==== Exercise input

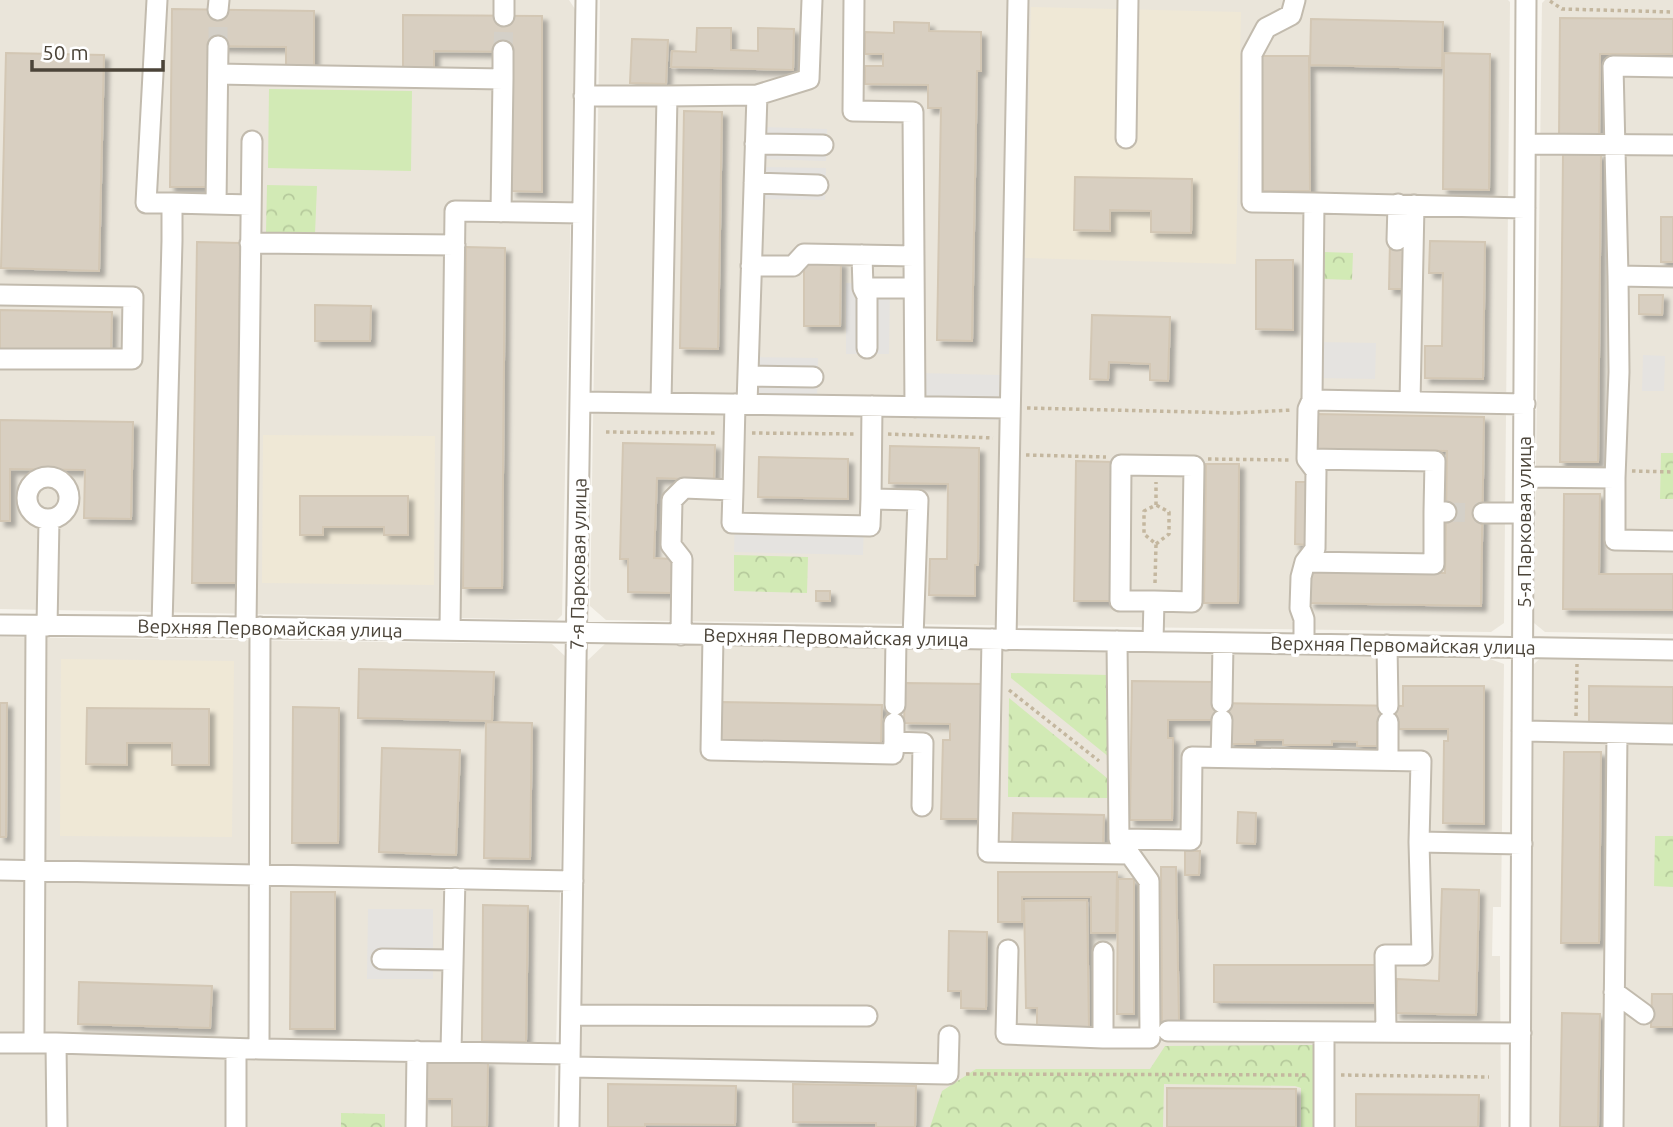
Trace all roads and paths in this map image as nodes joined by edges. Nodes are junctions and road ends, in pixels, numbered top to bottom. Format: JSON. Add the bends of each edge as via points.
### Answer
{"nodes":[{"id":1,"x":157,"y":0,"type":"edge"},
{"id":2,"x":586,"y":0,"type":"edge"},
{"id":3,"x":812,"y":0,"type":"edge"},
{"id":4,"x":854,"y":0,"type":"edge"},
{"id":5,"x":1018,"y":0,"type":"edge"},
{"id":6,"x":1128,"y":0,"type":"edge"},
{"id":7,"x":1295,"y":0,"type":"edge"},
{"id":8,"x":1526,"y":0,"type":"edge"},
{"id":9,"x":1550,"y":1,"type":"edge"},
{"id":10,"x":1673,"y":12,"type":"edge"},
{"id":11,"x":218,"y":46,"type":"tunnel mouth"},
{"id":12,"x":503,"y":51,"type":"tunnel mouth"},
{"id":13,"x":1673,"y":67,"type":"edge"},
{"id":14,"x":218,"y":74,"type":"junction"},
{"id":15,"x":503,"y":79,"type":"junction"},
{"id":16,"x":757,"y":95,"type":"junction"},
{"id":17,"x":584,"y":96,"type":"junction"},
{"id":18,"x":667,"y":96,"type":"junction"},
{"id":19,"x":1126,"y":138,"type":"dead end"},
{"id":20,"x":251,"y":141,"type":"dead end"},
{"id":21,"x":755,"y":144,"type":"junction"},
{"id":22,"x":1525,"y":144,"type":"junction"},
{"id":23,"x":823,"y":145,"type":"dead end"},
{"id":24,"x":1615,"y":145,"type":"junction"},
{"id":25,"x":1673,"y":145,"type":"edge"},
{"id":26,"x":754,"y":183,"type":"junction"},
{"id":27,"x":818,"y":185,"type":"dead end"},
{"id":28,"x":172,"y":203,"type":"junction"},
{"id":29,"x":216,"y":204,"type":"junction"},
{"id":30,"x":1314,"y":204,"type":"junction"},
{"id":31,"x":1406,"y":204,"type":"junction"},
{"id":32,"x":251,"y":205,"type":"junction"},
{"id":33,"x":1525,"y":208,"type":"junction"},
{"id":34,"x":501,"y":212,"type":"junction"},
{"id":35,"x":582,"y":213,"type":"junction"},
{"id":36,"x":1397,"y":240,"type":"dead end"},
{"id":37,"x":250,"y":243,"type":"junction"},
{"id":38,"x":455,"y":245,"type":"junction"},
{"id":39,"x":862,"y":255,"type":"junction"},
{"id":40,"x":914,"y":256,"type":"junction"},
{"id":41,"x":751,"y":267,"type":"junction"},
{"id":42,"x":1618,"y":276,"type":"junction"},
{"id":43,"x":1673,"y":277,"type":"edge"},
{"id":44,"x":863,"y":288,"type":"junction"},
{"id":45,"x":914,"y":288,"type":"junction"},
{"id":46,"x":0,"y":295,"type":"edge"},
{"id":47,"x":867,"y":348,"type":"dead end"},
{"id":48,"x":0,"y":359,"type":"edge"},
{"id":49,"x":748,"y":376,"type":"junction"},
{"id":50,"x":813,"y":377,"type":"dead end"},
{"id":51,"x":580,"y":402,"type":"junction"},
{"id":52,"x":1409,"y":402,"type":"junction"},
{"id":53,"x":661,"y":403,"type":"junction"},
{"id":54,"x":741,"y":404,"type":"junction"},
{"id":55,"x":1310,"y":404,"type":"junction"},
{"id":56,"x":1524,"y":404,"type":"junction"},
{"id":57,"x":872,"y":406,"type":"junction"},
{"id":58,"x":915,"y":407,"type":"junction"},
{"id":59,"x":1013,"y":408,"type":"junction"},
{"id":60,"x":606,"y":432,"type":"dead end"},
{"id":61,"x":734,"y":433,"type":"junction"},
{"id":62,"x":872,"y":434,"type":"junction"},
{"id":63,"x":1009,"y":438,"type":"junction"},
{"id":64,"x":1307,"y":459,"type":"junction"},
{"id":65,"x":1258,"y":460,"type":"dead end"},
{"id":66,"x":1282,"y":460,"type":"dead end"},
{"id":67,"x":1156,"y":466,"type":"junction"},
{"id":68,"x":1673,"y":472,"type":"edge"},
{"id":69,"x":1615,"y":474,"type":"junction"},
{"id":70,"x":1524,"y":477,"type":"junction"},
{"id":71,"x":733,"y":489,"type":"junction"},
{"id":72,"x":870,"y":499,"type":"junction"},
{"id":73,"x":1156,"y":505,"type":"junction"},
{"id":74,"x":1483,"y":513,"type":"tunnel mouth"},
{"id":75,"x":1524,"y":513,"type":"junction"},
{"id":76,"x":49,"y":520,"type":"dead end"},
{"id":77,"x":1673,"y":541,"type":"edge"},
{"id":78,"x":1156,"y":544,"type":"junction"},
{"id":79,"x":1305,"y":562,"type":"junction"},
{"id":80,"x":1154,"y":601,"type":"junction"},
{"id":81,"x":0,"y":625,"type":"edge"},
{"id":82,"x":42,"y":626,"type":"junction"},
{"id":83,"x":162,"y":626,"type":"junction"},
{"id":84,"x":253,"y":627,"type":"junction"},
{"id":85,"x":450,"y":630,"type":"junction"},
{"id":86,"x":578,"y":633,"type":"junction"},
{"id":87,"x":681,"y":635,"type":"junction"},
{"id":88,"x":713,"y":636,"type":"junction"},
{"id":89,"x":904,"y":638,"type":"junction"},
{"id":90,"x":999,"y":640,"type":"junction"},
{"id":91,"x":1117,"y":640,"type":"junction"},
{"id":92,"x":1153,"y":641,"type":"junction"},
{"id":93,"x":1223,"y":643,"type":"junction"},
{"id":94,"x":1304,"y":644,"type":"junction"},
{"id":95,"x":1387,"y":645,"type":"junction"},
{"id":96,"x":1523,"y":648,"type":"junction"},
{"id":97,"x":1673,"y":650,"type":"edge"},
{"id":98,"x":1577,"y":662,"type":"dead end"},
{"id":99,"x":991,"y":677,"type":"junction"},
{"id":100,"x":894,"y":723,"type":"junction"},
{"id":101,"x":1522,"y":731,"type":"junction"},
{"id":102,"x":1575,"y":732,"type":"junction"},
{"id":103,"x":1617,"y":733,"type":"junction"},
{"id":104,"x":1673,"y":734,"type":"edge"},
{"id":105,"x":1221,"y":757,"type":"junction"},
{"id":106,"x":1388,"y":760,"type":"junction"},
{"id":107,"x":1118,"y":775,"type":"junction"},
{"id":108,"x":922,"y":806,"type":"dead end"},
{"id":109,"x":1419,"y":842,"type":"junction"},
{"id":110,"x":1522,"y":844,"type":"junction"},
{"id":111,"x":1124,"y":846,"type":"junction"},
{"id":112,"x":0,"y":870,"type":"edge"},
{"id":113,"x":35,"y":871,"type":"junction"},
{"id":114,"x":259,"y":874,"type":"junction"},
{"id":115,"x":455,"y":878,"type":"junction"},
{"id":116,"x":573,"y":881,"type":"junction"},
{"id":117,"x":1008,"y":950,"type":"dead end"},
{"id":118,"x":1103,"y":952,"type":"dead end"},
{"id":119,"x":382,"y":959,"type":"dead end"},
{"id":120,"x":453,"y":960,"type":"junction"},
{"id":121,"x":1614,"y":992,"type":"junction"},
{"id":122,"x":1644,"y":1014,"type":"dead end"},
{"id":123,"x":571,"y":1015,"type":"junction"},
{"id":124,"x":867,"y":1016,"type":"dead end"},
{"id":125,"x":1168,"y":1031,"type":"dead end"},
{"id":126,"x":1324,"y":1032,"type":"junction"},
{"id":127,"x":1386,"y":1032,"type":"junction"},
{"id":128,"x":1521,"y":1033,"type":"junction"},
{"id":129,"x":949,"y":1036,"type":"dead end"},
{"id":130,"x":1103,"y":1038,"type":"junction"},
{"id":131,"x":0,"y":1042,"type":"edge"},
{"id":132,"x":34,"y":1043,"type":"junction"},
{"id":133,"x":56,"y":1043,"type":"junction"},
{"id":134,"x":236,"y":1049,"type":"junction"},
{"id":135,"x":259,"y":1049,"type":"junction"},
{"id":136,"x":417,"y":1051,"type":"junction"},
{"id":137,"x":451,"y":1051,"type":"junction"},
{"id":138,"x":570,"y":1060,"type":"junction"},
{"id":139,"x":948,"y":1074,"type":"junction"},
{"id":140,"x":1324,"y":1075,"type":"junction"},
{"id":141,"x":1489,"y":1077,"type":"dead end"},
{"id":142,"x":57,"y":1127,"type":"edge"},
{"id":143,"x":236,"y":1127,"type":"edge"},
{"id":144,"x":416,"y":1127,"type":"edge"},
{"id":145,"x":569,"y":1127,"type":"edge"},
{"id":146,"x":1324,"y":1127,"type":"edge"},
{"id":147,"x":1520,"y":1127,"type":"edge"},
{"id":148,"x":1613,"y":1127,"type":"edge"}],
"edges":[{"from":1,"to":28,"type":"street","via":[[146,202]]},
{"from":2,"to":17,"type":"street","name":"7-я Парковая улица"},
{"from":3,"to":16,"type":"street","via":[[809,79]]},
{"from":4,"to":40,"type":"street","via":[[853,111],[913,112]]},
{"from":5,"to":59,"type":"street"},
{"from":6,"to":19,"type":"street"},
{"from":7,"to":30,"type":"street","via":[[1291,15],[1266,28],[1252,54],[1252,202]]},
{"from":8,"to":22,"type":"street","name":"5-я Парковая улица"},
{"from":9,"to":10,"type":"path","via":[[1562,9]]},
{"from":11,"to":14,"type":"street"},
{"from":12,"to":15,"type":"street"},
{"from":13,"to":24,"type":"street","via":[[1613,66]]},
{"from":14,"to":15,"type":"street"},
{"from":14,"to":29,"type":"street"},
{"from":15,"to":34,"type":"street"},
{"from":16,"to":18,"type":"street"},
{"from":16,"to":21,"type":"street"},
{"from":17,"to":18,"type":"street"},
{"from":17,"to":35,"type":"street","name":"7-я Парковая улица"},
{"from":18,"to":53,"type":"street"},
{"from":20,"to":32,"type":"street"},
{"from":21,"to":23,"type":"street"},
{"from":21,"to":26,"type":"street"},
{"from":22,"to":24,"type":"street"},
{"from":22,"to":33,"type":"street","name":"5-я Парковая улица"},
{"from":24,"to":25,"type":"street"},
{"from":24,"to":42,"type":"street"},
{"from":26,"to":27,"type":"street"},
{"from":26,"to":41,"type":"street"},
{"from":28,"to":29,"type":"street"},
{"from":28,"to":83,"type":"street"},
{"from":29,"to":32,"type":"street"},
{"from":30,"to":31,"type":"street"},
{"from":30,"to":55,"type":"street"},
{"from":31,"to":33,"type":"street"},
{"from":31,"to":36,"type":"street"},
{"from":31,"to":52,"type":"street"},
{"from":32,"to":37,"type":"street"},
{"from":33,"to":56,"type":"street","name":"5-я Парковая улица"},
{"from":34,"to":35,"type":"street"},
{"from":34,"to":38,"type":"street","via":[[455,211]]},
{"from":35,"to":51,"type":"street","name":"7-я Парковая улица"},
{"from":37,"to":38,"type":"street"},
{"from":37,"to":84,"type":"street"},
{"from":38,"to":85,"type":"street"},
{"from":39,"to":40,"type":"street"},
{"from":39,"to":41,"type":"street","via":[[804,254],[793,267]]},
{"from":39,"to":44,"type":"street"},
{"from":40,"to":45,"type":"street"},
{"from":41,"to":49,"type":"street"},
{"from":42,"to":43,"type":"street"},
{"from":42,"to":69,"type":"street"},
{"from":44,"to":45,"type":"street"},
{"from":44,"to":47,"type":"street"},
{"from":45,"to":58,"type":"street"},
{"from":46,"to":48,"type":"street","via":[[133,298],[132,359]]},
{"from":49,"to":50,"type":"street"},
{"from":49,"to":54,"type":"street"},
{"from":51,"to":53,"type":"street"},
{"from":51,"to":86,"type":"street","name":"7-я Парковая улица"},
{"from":52,"to":55,"type":"street"},
{"from":52,"to":56,"type":"street"},
{"from":53,"to":54,"type":"street"},
{"from":54,"to":57,"type":"street"},
{"from":54,"to":61,"type":"street"},
{"from":55,"to":59,"type":"path","via":[[1235,412]]},
{"from":55,"to":64,"type":"street"},
{"from":56,"to":70,"type":"street","name":"5-я Парковая улица"},
{"from":57,"to":58,"type":"street"},
{"from":57,"to":62,"type":"street"},
{"from":58,"to":59,"type":"street"},
{"from":59,"to":63,"type":"street"},
{"from":60,"to":61,"type":"path"},
{"from":61,"to":62,"type":"path"},
{"from":61,"to":71,"type":"street"},
{"from":62,"to":63,"type":"path"},
{"from":62,"to":72,"type":"street"},
{"from":63,"to":90,"type":"street"},
{"from":64,"to":79,"type":"street","via":[[1316,471],[1315,550]]},
{"from":64,"to":79,"type":"street","via":[[1435,461],[1440,512],[1433,564]]},
{"from":65,"to":66,"type":"path"},
{"from":67,"to":73,"type":"path"},
{"from":67,"to":80,"type":"street","via":[[1121,461],[1120,601]]},
{"from":67,"to":80,"type":"street","via":[[1194,466],[1192,602]]},
{"from":68,"to":69,"type":"path"},
{"from":69,"to":70,"type":"street"},
{"from":69,"to":77,"type":"street","via":[[1615,540]]},
{"from":70,"to":75,"type":"street","name":"5-я Парковая улица"},
{"from":71,"to":72,"type":"street","via":[[732,523],[870,526]]},
{"from":71,"to":87,"type":"street","via":[[684,488],[672,500],[671,545],[682,559]]},
{"from":72,"to":89,"type":"street","via":[[918,500]]},
{"from":73,"to":78,"type":"path","via":[[1144,512],[1144,534]]},
{"from":73,"to":78,"type":"path","via":[[1169,512],[1169,534]]},
{"from":74,"to":75,"type":"street"},
{"from":75,"to":96,"type":"street","name":"5-я Парковая улица"},
{"from":76,"to":82,"type":"street"},
{"from":78,"to":80,"type":"path"},
{"from":79,"to":94,"type":"street","via":[[1300,598]]},
{"from":80,"to":92,"type":"street"},
{"from":81,"to":82,"type":"street","name":"Верхняя Первомайская улица"},
{"from":82,"to":83,"type":"street","name":"Верхняя Первомайская улица"},
{"from":82,"to":113,"type":"street"},
{"from":83,"to":84,"type":"street","name":"Верхняя Первомайская улица"},
{"from":84,"to":85,"type":"street","name":"Верхняя Первомайская улица"},
{"from":84,"to":114,"type":"street"},
{"from":85,"to":86,"type":"street","name":"Верхняя Первомайская улица"},
{"from":86,"to":87,"type":"street","name":"Верхняя Первомайская улица"},
{"from":86,"to":116,"type":"street","name":"7-я Парковая улица"},
{"from":87,"to":88,"type":"street","name":"Верхняя Первомайская улица"},
{"from":88,"to":89,"type":"street","name":"Верхняя Первомайская улица"},
{"from":88,"to":100,"type":"street","via":[[711,750],[893,754]]},
{"from":89,"to":90,"type":"street","name":"Верхняя Первомайская улица"},
{"from":89,"to":100,"type":"street"},
{"from":90,"to":91,"type":"street","name":"Верхняя Первомайская улица"},
{"from":90,"to":99,"type":"street"},
{"from":91,"to":92,"type":"street","name":"Верхняя Первомайская улица"},
{"from":91,"to":107,"type":"street"},
{"from":92,"to":93,"type":"street","name":"Верхняя Первомайская улица"},
{"from":93,"to":94,"type":"street","name":"Верхняя Первомайская улица"},
{"from":93,"to":105,"type":"street"},
{"from":94,"to":95,"type":"street","name":"Верхняя Первомайская улица"},
{"from":95,"to":96,"type":"street","name":"Верхняя Первомайская улица"},
{"from":95,"to":106,"type":"street"},
{"from":96,"to":97,"type":"street","name":"Верхняя Первомайская улица"},
{"from":96,"to":101,"type":"street","name":"5-я Парковая улица"},
{"from":98,"to":102,"type":"path"},
{"from":99,"to":107,"type":"path"},
{"from":99,"to":111,"type":"street","via":[[988,852]]},
{"from":100,"to":108,"type":"street","via":[[923,743]]},
{"from":101,"to":102,"type":"street"},
{"from":101,"to":110,"type":"street","name":"5-я Парковая улица"},
{"from":102,"to":103,"type":"street"},
{"from":103,"to":104,"type":"street"},
{"from":103,"to":121,"type":"street"},
{"from":105,"to":106,"type":"street"},
{"from":105,"to":111,"type":"street","via":[[1192,757],[1191,840]]},
{"from":106,"to":109,"type":"street","via":[[1421,761]]},
{"from":107,"to":111,"type":"street"},
{"from":109,"to":110,"type":"street"},
{"from":109,"to":127,"type":"street","via":[[1422,955],[1385,955]]},
{"from":110,"to":128,"type":"street","name":"5-я Парковая улица"},
{"from":111,"to":130,"type":"street","via":[[1149,881],[1150,1038]]},
{"from":112,"to":113,"type":"street"},
{"from":113,"to":114,"type":"street"},
{"from":113,"to":132,"type":"street"},
{"from":114,"to":115,"type":"street"},
{"from":114,"to":135,"type":"street"},
{"from":115,"to":116,"type":"street"},
{"from":115,"to":120,"type":"street"},
{"from":116,"to":123,"type":"street","name":"7-я Парковая улица"},
{"from":117,"to":130,"type":"street","via":[[1006,1034]]},
{"from":118,"to":130,"type":"street"},
{"from":119,"to":120,"type":"street"},
{"from":120,"to":137,"type":"street"},
{"from":121,"to":122,"type":"street"},
{"from":121,"to":148,"type":"street"},
{"from":123,"to":124,"type":"street"},
{"from":123,"to":138,"type":"street","name":"7-я Парковая улица"},
{"from":125,"to":126,"type":"street"},
{"from":126,"to":127,"type":"street"},
{"from":126,"to":140,"type":"street"},
{"from":127,"to":128,"type":"street"},
{"from":128,"to":147,"type":"street","name":"5-я Парковая улица"},
{"from":129,"to":139,"type":"street"},
{"from":131,"to":132,"type":"street"},
{"from":132,"to":133,"type":"street"},
{"from":133,"to":134,"type":"street"},
{"from":133,"to":142,"type":"street"},
{"from":134,"to":135,"type":"street"},
{"from":134,"to":143,"type":"street"},
{"from":135,"to":136,"type":"street"},
{"from":136,"to":137,"type":"street"},
{"from":136,"to":144,"type":"street"},
{"from":137,"to":138,"type":"street"},
{"from":138,"to":139,"type":"street"},
{"from":138,"to":145,"type":"street","name":"7-я Парковая улица"},
{"from":139,"to":140,"type":"path"},
{"from":140,"to":141,"type":"path"},
{"from":140,"to":146,"type":"street"}]}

========

▸ Description of the task
Go through the entries above and copy out every line that includes the word "edges".

▸ Response to the exercise
Trace all roads and paths in this map image as nodes joined by edges. Nodes are junctions and road ends, in pixels, numbered top to bottom. Format: JSON. Add the bends of each edge as via points.
"edges":[{"from":1,"to":28,"type":"street","via":[[146,202]]},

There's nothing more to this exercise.